Built-in hashtables

mineoskar999 · August 28, 2019, 3:25pm

Hashtables will store items with name instead of position.

Blocks used:
(get [] of [])
set [] of [] to []
delete [] from []

bh · August 28, 2019, 5:20pm

Hi! Welcome to the forum.

The thing is, our policy has been to give users only the structures they need, and let them create more complex data structures themselves. One of the uses of Snap! is teaching data structures courses! Hash tables are a perfect example.

spaceelephant · April 2, 2020, 10:45pm

I can't even figure out how to make hashtables is JS. (js, however, has native hashtables. If you don't like the keys then you can make your own hash function) Can you make a variable store a js object?

ego-lay_atman-bay · April 3, 2020, 1:59am

what are hashtables?

bh · April 3, 2020, 6:49am

I'll get to "what are hashtables?" in a moment but first comes the discussion about implementing them.

All a hashtable is, is a list of lists. Each sublist is a bucket for key-value pairs. What's special about the hashtable is that in addition to the actual table it has a hash function that translates a key into a hash index, i.e., a positive integer less than or equal to the length of the table. (In a language with zero-origin lists, it'd be a nonnegative integer strictly less than the length of the table.)

So it really doesn't matter whether you use Snap! or Javascript to implement the table. The entire insertion algorithm is

hashtable[hashfunction(new_key)] ← new_key_value_pair IN FRONT OF hashtable[hashfunction(new_key)]
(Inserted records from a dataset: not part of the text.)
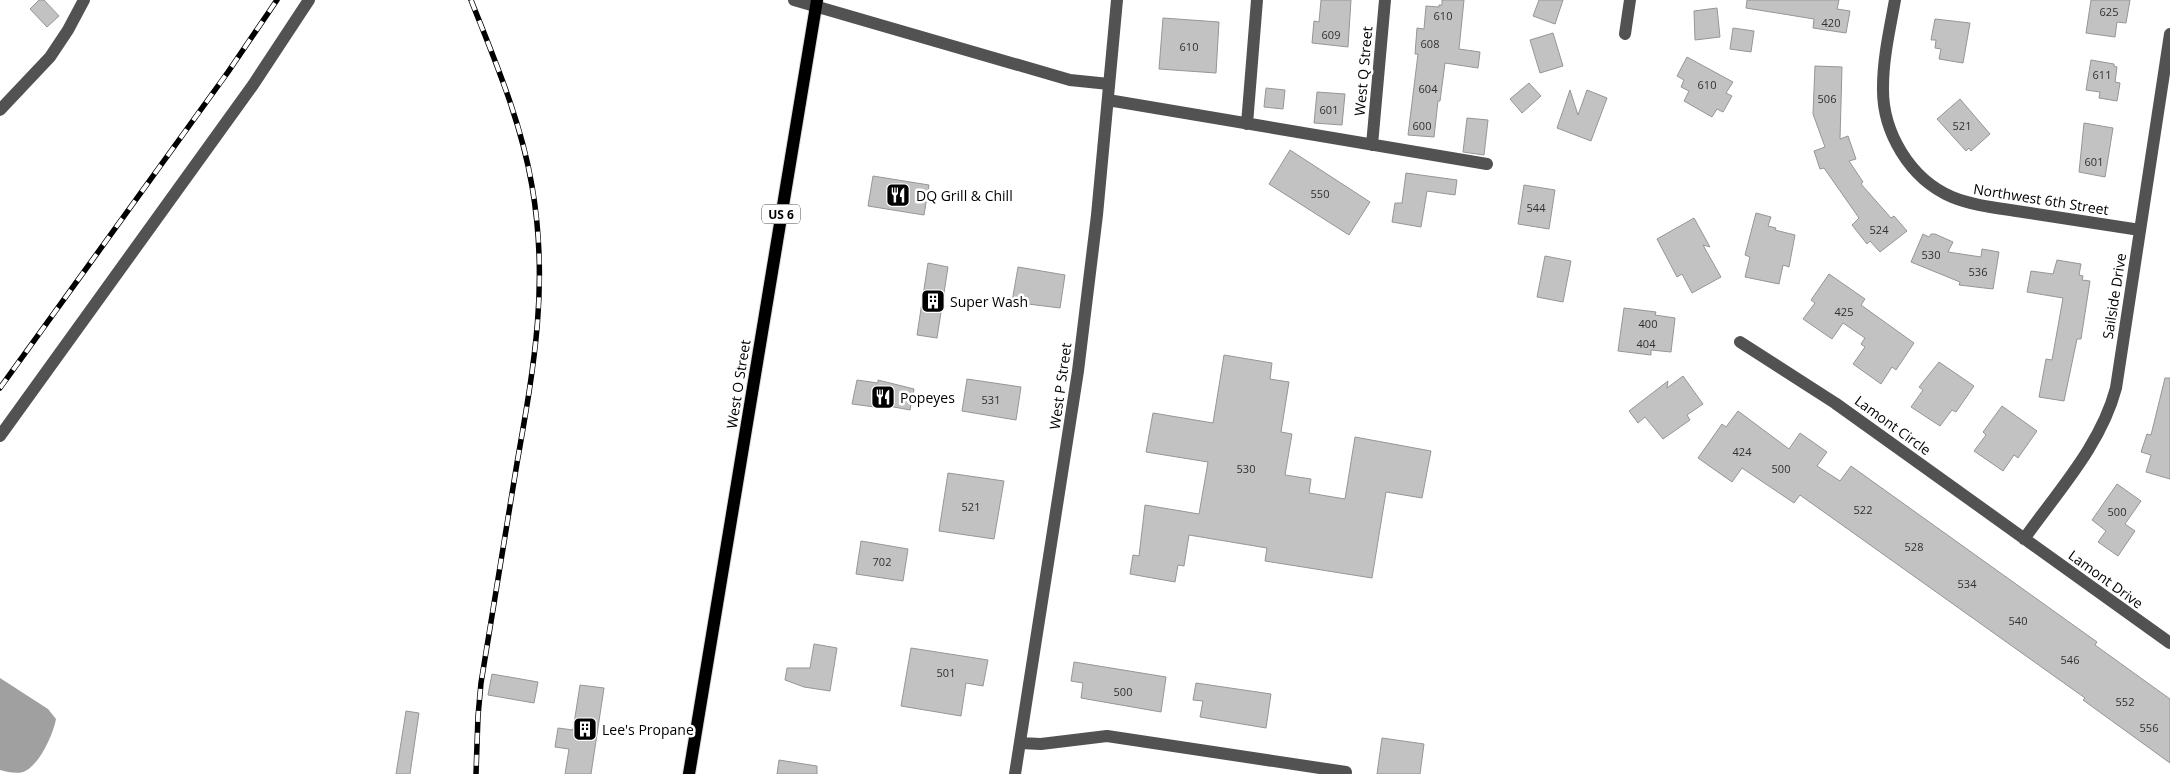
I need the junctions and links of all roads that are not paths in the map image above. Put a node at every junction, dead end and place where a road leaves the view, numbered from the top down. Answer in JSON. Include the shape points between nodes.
{"nodes":[{"id":1,"x":308,"y":0,"type":"edge"},
{"id":2,"x":794,"y":0,"type":"edge"},
{"id":3,"x":1117,"y":0,"type":"edge"},
{"id":4,"x":1257,"y":0,"type":"edge"},
{"id":5,"x":1385,"y":0,"type":"edge"},
{"id":6,"x":1630,"y":0,"type":"edge"},
{"id":7,"x":1895,"y":0,"type":"edge"},
{"id":8,"x":80,"y":1,"type":"edge"},
{"id":9,"x":816,"y":3,"type":"edge"},
{"id":10,"x":1625,"y":34,"type":"dead end"},
{"id":11,"x":2170,"y":34,"type":"edge"},
{"id":12,"x":1109,"y":84,"type":"junction"},
{"id":13,"x":1108,"y":100,"type":"junction"},
{"id":14,"x":0,"y":110,"type":"edge"},
{"id":15,"x":1247,"y":124,"type":"junction"},
{"id":16,"x":1372,"y":146,"type":"junction"},
{"id":17,"x":1488,"y":164,"type":"dead end"},
{"id":18,"x":2140,"y":230,"type":"junction"},
{"id":19,"x":1740,"y":342,"type":"dead end"},
{"id":20,"x":0,"y":436,"type":"edge"},
{"id":21,"x":2024,"y":539,"type":"junction"},
{"id":22,"x":2170,"y":643,"type":"edge"},
{"id":23,"x":1020,"y":743,"type":"junction"},
{"id":24,"x":1346,"y":772,"type":"dead end"},
{"id":25,"x":689,"y":774,"type":"edge"},
{"id":26,"x":1015,"y":774,"type":"edge"}],
"edges":[{"from":1,"to":20,"type":"street","via":[[253,84]]},
{"from":2,"to":9,"type":"street"},
{"from":3,"to":12,"type":"street","name":"West P Street"},
{"from":4,"to":15,"type":"street"},
{"from":5,"to":16,"type":"street","name":"West Q Street"},
{"from":6,"to":10,"type":"street"},
{"from":7,"to":18,"type":"street","name":"Northwest 6th Street","via":[[1885,64],[1885,109],[1898,146],[1925,179],[1942,192],[1972,203]]},
{"from":8,"to":14,"type":"street","via":[[68,30],[50,57]]},
{"from":9,"to":12,"type":"street","via":[[1070,80]]},
{"from":9,"to":25,"type":"main road","name":"West O Street","number":"US 6"},
{"from":11,"to":18,"type":"street","name":"Sailside Drive"},
{"from":12,"to":13,"type":"street","name":"West P Street"},
{"from":13,"to":15,"type":"street"},
{"from":13,"to":23,"type":"street","name":"West P Street","via":[[1078,371]]},
{"from":15,"to":16,"type":"street"},
{"from":16,"to":17,"type":"street"},
{"from":18,"to":21,"type":"street","name":"Sailside Drive","via":[[2110,410],[2098,436]]},
{"from":19,"to":21,"type":"street","name":"Lamont Circle","via":[[1836,403]]},
{"from":21,"to":22,"type":"street","name":"Lamont Drive"},
{"from":23,"to":24,"type":"street","via":[[1041,744],[1107,736]]},
{"from":23,"to":26,"type":"street","name":"West P Street"}]}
To find something in the table, you get hashtable[hashfunction(key)] and look inside it for the key you want. (Our list library has a function assoc that does this searching.)
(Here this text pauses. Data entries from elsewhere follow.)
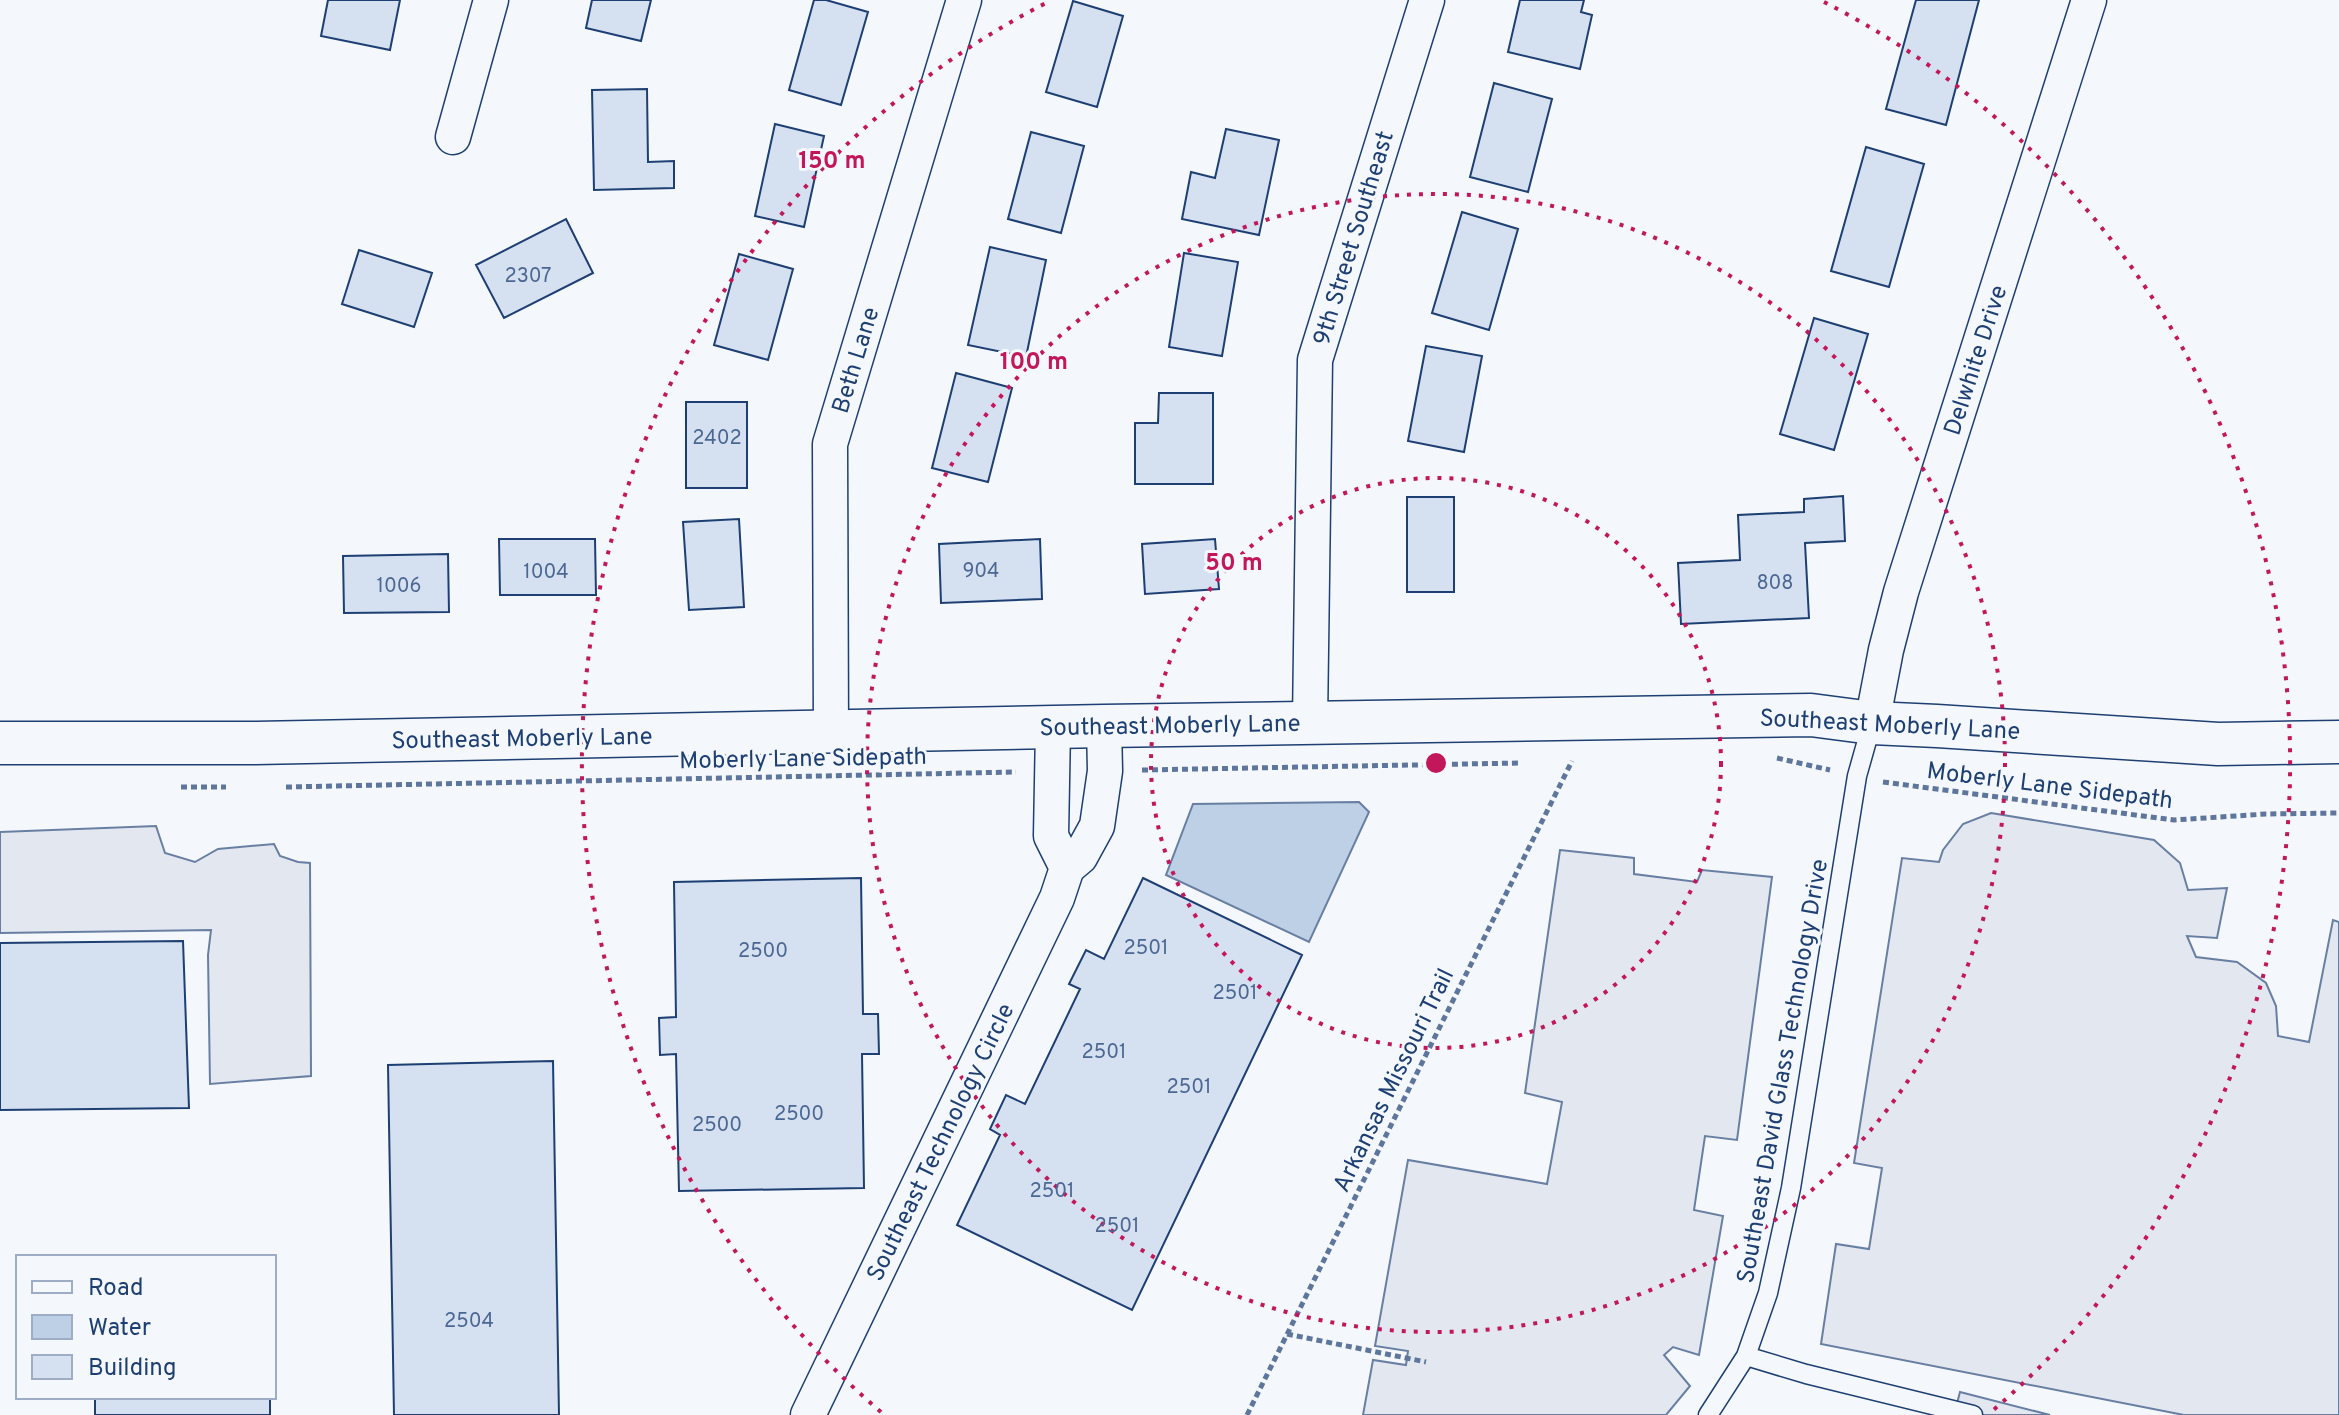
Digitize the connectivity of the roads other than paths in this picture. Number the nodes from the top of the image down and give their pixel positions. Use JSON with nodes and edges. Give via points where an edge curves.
{"nodes":[{"id":1,"x":491,"y":0,"type":"edge"},
{"id":2,"x":964,"y":0,"type":"edge"},
{"id":3,"x":1427,"y":0,"type":"edge"},
{"id":4,"x":2089,"y":0,"type":"edge"},
{"id":5,"x":453,"y":137,"type":"dead end"},
{"id":6,"x":1310,"y":722,"type":"junction"},
{"id":7,"x":1872,"y":723,"type":"junction"},
{"id":8,"x":1104,"y":726,"type":"junction"},
{"id":9,"x":1053,"y":728,"type":"junction"},
{"id":10,"x":831,"y":733,"type":"junction"},
{"id":11,"x":2339,"y":742,"type":"edge"},
{"id":12,"x":0,"y":743,"type":"edge"},
{"id":13,"x":1067,"y":868,"type":"junction"},
{"id":14,"x":1746,"y":1356,"type":"junction"},
{"id":15,"x":808,"y":1415,"type":"edge"},
{"id":16,"x":1708,"y":1415,"type":"edge"},
{"id":17,"x":1973,"y":1415,"type":"edge"}],
"edges":[{"from":1,"to":5,"type":"street"},
{"from":2,"to":10,"type":"street","name":"Beth Lane","via":[[830,444]]},
{"from":3,"to":6,"type":"street","name":"9th Street Southeast","via":[[1315,360]]},
{"from":4,"to":7,"type":"street","name":"Delwhite Drive","via":[[1901,592]]},
{"from":6,"to":7,"type":"street","name":"Southeast Moberly Lane","via":[[1811,715]]},
{"from":6,"to":8,"type":"street","name":"Southeast Moberly Lane"},
{"from":7,"to":11,"type":"street","name":"Southeast Moberly Lane","via":[[2218,744]]},
{"from":7,"to":14,"type":"lane","name":"Southeast David Glass Technology Drive","via":[[1857,776],[1791,1188],[1768,1293]]},
{"from":8,"to":9,"type":"street","name":"Southeast Moberly Lane"},
{"from":8,"to":13,"type":"street","name":"Southeast Technology Circle","via":[[1105,771],[1097,826],[1080,857]]},
{"from":9,"to":10,"type":"street","name":"Southeast Moberly Lane"},
{"from":9,"to":13,"type":"street","via":[[1051,836]]},
{"from":10,"to":12,"type":"street","name":"Southeast Moberly Lane"},
{"from":13,"to":15,"type":"street","name":"Southeast Technology Circle","via":[[1051,912]]},
{"from":14,"to":16,"type":"lane","name":"Southeast David Glass Technology Drive"},
{"from":14,"to":17,"type":"lane"}]}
The tricky parts are (1) pick a prime number as the size of the table, to help avoid collisions; and (2) pick a hash function that's smart about spreading out similar keys. So, for example, if the key is a text string, you could just add up the bytes of the string modulo the length of the table, but that's not a good hash function, because most of those bytes will probably be alphabetic, which means they're all within the same 26 consecutive Unicode codes. So you left-shift the value already computed by five bits before adding the new byte. That means that the low-order five bits of the byte contribute more strongly to the key than the high-order three bits, the ones that are mostly the same for all (alphabetic) characters. (You don't just turn off those top three bits because they do distinguish letters from digits and punctuation characters.) The reason you go to all this trouble is that if your user has variables named FOO1, FOO2, FOO3, and so on, you want to be sure they don't all hash to the same bucket.
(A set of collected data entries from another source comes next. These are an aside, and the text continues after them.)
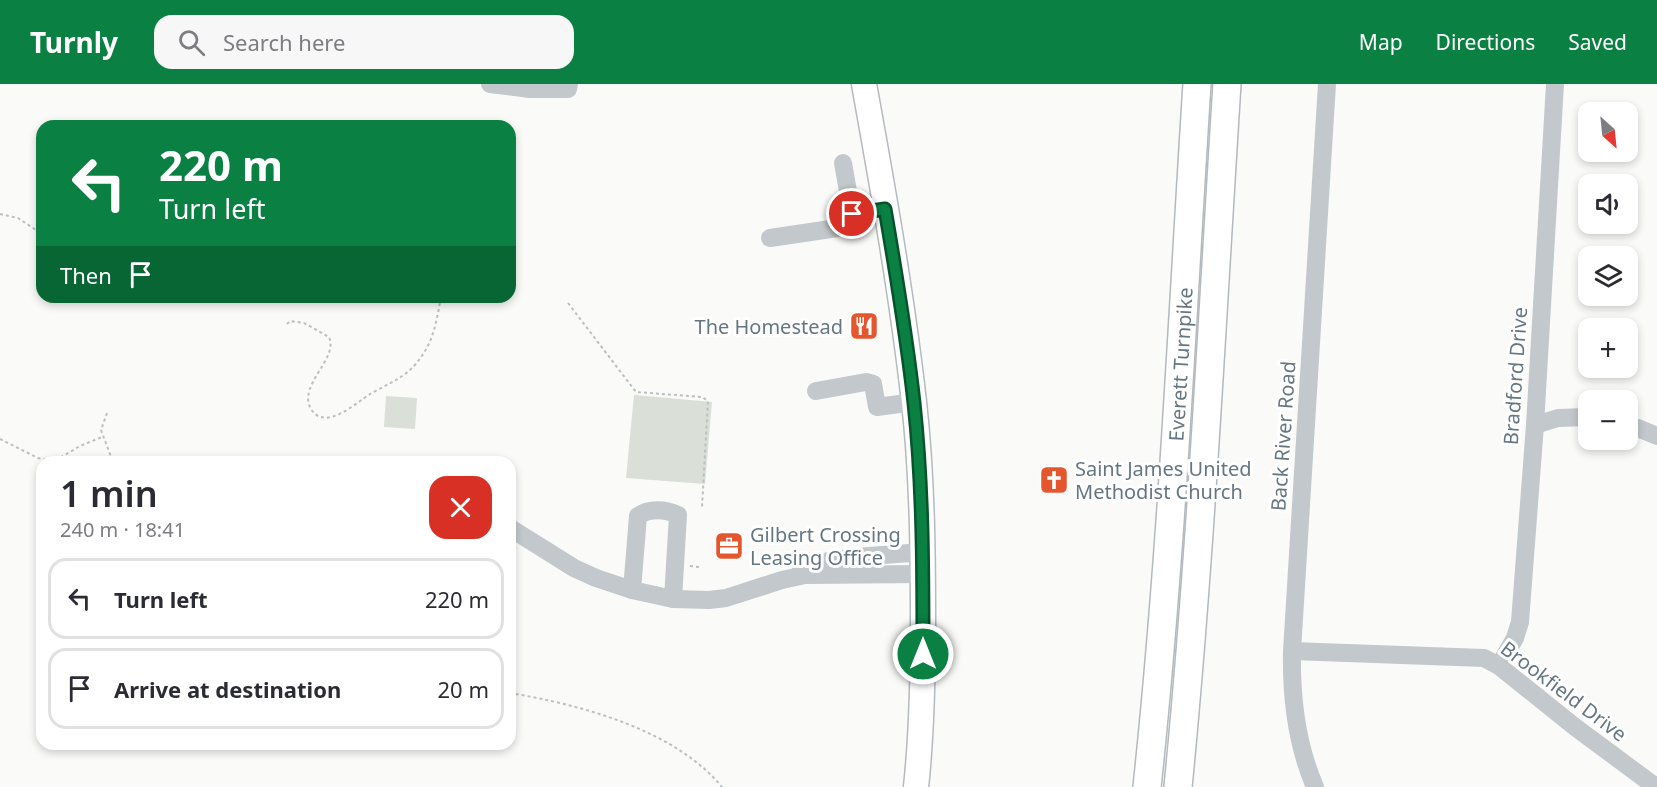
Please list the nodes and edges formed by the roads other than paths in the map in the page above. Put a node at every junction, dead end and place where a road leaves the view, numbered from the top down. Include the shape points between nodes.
1 (490, 84) edge
2 (864, 84) edge
3 (1197, 84) edge
4 (1227, 84) edge
5 (1327, 84) edge
6 (1555, 84) edge
7 (569, 86) edge
8 (843, 163) dead end
9 (885, 209) junction
10 (852, 214) junction
11 (770, 238) dead end
12 (816, 391) dead end
13 (914, 402) junction
14 (1578, 417) edge
15 (1534, 425) junction
16 (1638, 428) edge
17 (1657, 436) edge
18 (516, 532) edge
19 (923, 563) junction
20 (632, 590) junction
21 (674, 599) junction
22 (1292, 651) junction
23 (1499, 666) junction
24 (916, 787) edge
25 (1148, 787) edge
26 (1178, 787) edge
27 (1315, 787) edge
28 (1656, 787) edge

1 - 7 street via 530,89
2 - 9 main road
3 - 25 highway, Everett Turnpike via 1175,453
4 - 26 highway, Everett Turnpike
5 - 22 street, Back River Road
6 - 15 street, Bradford Drive
8 - 10 street
9 - 10 street
9 - 13 main road
10 - 11 street via 844,227
12 - 13 street via 866,382 873,384 877,408
13 - 19 main road
14 - 15 street
15 - 23 street, Bradford Drive via 1520,622
16 - 17 street
18 - 20 street via 574,568
19 - 21 street via 859,555 800,568 782,580 726,598
19 - 24 main road
20 - 21 street
20 - 21 street via 638,516 645,511 669,511 678,515
22 - 23 street, Brookfield Drive via 1477,657
22 - 27 street, Back River Road via 1297,730
23 - 28 street, Brookfield Drive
Okay, time for "what are hashtables." The problem we're trying to solve is to remember a bunch of key-value pairs (e.g., variable name and variable value) and we want to be able to add a new one and to look up one as quickly as possible. (As always in thinking about algorithms, if you only have ten things to look up, you might as well use a simple data structure. You have to imagine 1000 or more key-value pairs.) If you use a plain linear list to hold these key-value pairs, it takes linear time (i.e., time proportional to the number of pairs you have) to look one up; on average the one you want will be halfway down the table, but if the key you want isn't in the table, you have to get all the way to the end before you find out.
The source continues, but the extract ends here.